When a systemic shock hits the financial system, it causes extensive damage that requires a great deal of resources to clear up. In a perfect world, it would therefore be much more beneficial for governments, businesses and consumers if the build-up of risk were identified early enough to enable policymakers and market participants to respond.
Significant effort is currently being invested in empirical techniques to identify systemic risk. However, some of this work, which is based on studying directly observable outcomes in financial markets, may not identify systemic risk until it is too late to take action.
The SRC has therefore embarked on a number of research projects, some in close collaboration with our data partner IHS Markit, which aim to study the underlying risk factors leading to systemic risk and thus empirically capture endogenous risk.
This will involve a combination of statistical analysis, theoretical modelling and practical description of the political system. Within this, the SRC is actively investigating four main empirical research strands.
1. Computer-based trading
Computer-based trading (CBT) – and in particular the special category of high frequency trading (HFT) – is taking over much of the trading in financial markets. These trading activities can alter the characteristics and the dynamics that, in turn, feed into the values and price signals guiding investment behaviour.
This phenomenon has raised concerns among investors and market commentators. Some highlight the algorithms that follow simple rules at lightning speed, which means that human traders are bound to lag behind. Another concern is that robot computers follow these rules mechanically, without sense of discretion.
Case example: 2010 “flash crash”
The US stock market experienced a very sudden crash on 6 May 2010, plummeting almost 10% in a matter of minutes and recovering just as quickly. A joint report by the Securities and Exchange Commission and the Commodity Futures Trading Commission identified a single institution selling a large number of E-Mini S&P 500s, a futures contract, which prompted HFTs to start selling aggressively. The crisis in the futures market quickly spilled over into equities. Computer systems used by many HFTs detected the large volumes and extreme price movements, consequently scaling back their trading or withdrew from the markets altogether, creating a liquidity drought. The crisis was eventually halted when the Chicago Mercantile Exchange implemented automatic stabilisers.
The SRC believes these concerns make the potential systemic risks within these trading systems a promising and fast-moving area for researchers to analyse. A preliminary collection of such systemic events can be found in the UK Foresight Report on the Future of Computer Trading, to which SRC researchers contributed. In order to help the SRC study HFT environments, the Computer Science Department of University College London is a co-investigator.
2. Market-based data and risk forecast models
The most obvious way to empirically model systemic risk is to employ market-based data. However, the failure of many of the risk forecast models used by the financial industry and authorities to identify the build-up to the global financial crisis suggests that model risk is a key area for research.
The SRC believes that there is a question mark over the suitability of direct indicators of risk, such as the VIX volatility index or CDS spreads, and off-the-shelf market risk methods, such as value at risk (VaR).
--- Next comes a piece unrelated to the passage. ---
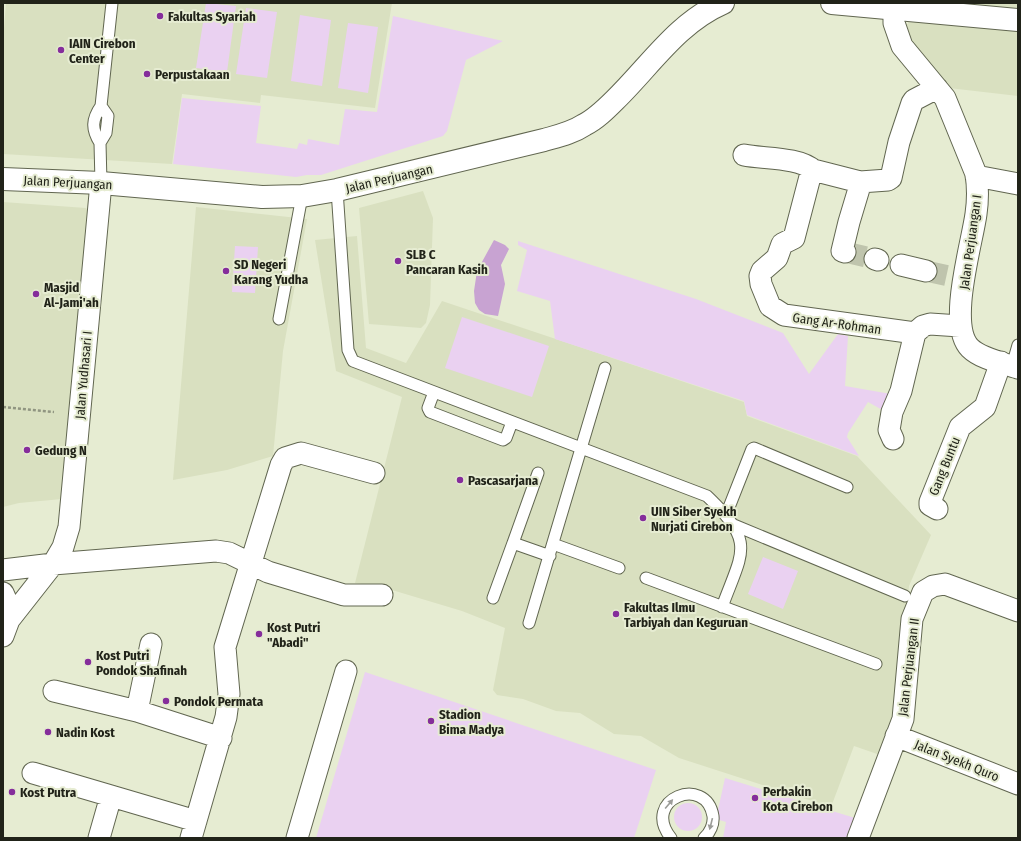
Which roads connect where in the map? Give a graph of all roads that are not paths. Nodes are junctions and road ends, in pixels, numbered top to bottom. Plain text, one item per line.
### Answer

Analysis of endogenous risk suggests such widely available market-based indicators react only after a crisis is underway, not before.
3. Model risk of bank pricing risk
Financial institutions which use complex financial instruments traded over-the-counter face the challenge of how to evaluate the accuracy of their internal pricing models.
One way they address this problem is by sending their prices for a range of complex instruments to a commercial service run by IHS Markit called Markit Totem, which provides them with an indication of where their prices are relative to their competitors.
Markit is providing the Totem database to the SRC, enabling its researchers to address fundamental questions of model risk and model reliability, as well as liquidity and uncertainty, in complex derivatives.
4. Securities lending
Securities lending refers to the practice of lenders transferring securities to borrowers, who commit to returning securities of the same type, quantity and quality at a later date.
Markit is providing the entire securities lending database, containing in excess of 100,000 observations a day, to the SRC. This enables researchers to address fundamental questions on the nature of liquidity and how it is affected by stress situations, broken down by different industry and country. This is a unique database and one to which few, if any, other academic researchers have complete access.
Aim of this research strand
A key part of the mission of the SRC is to analyse and gain a greater understanding of the empirical aspects of how systemic risks build up in these four different areas for which we have access to data. We aim to build tools that will enable regulators and market participants to identify and measure systemic risks before they crystallise, and thus give time for them to react.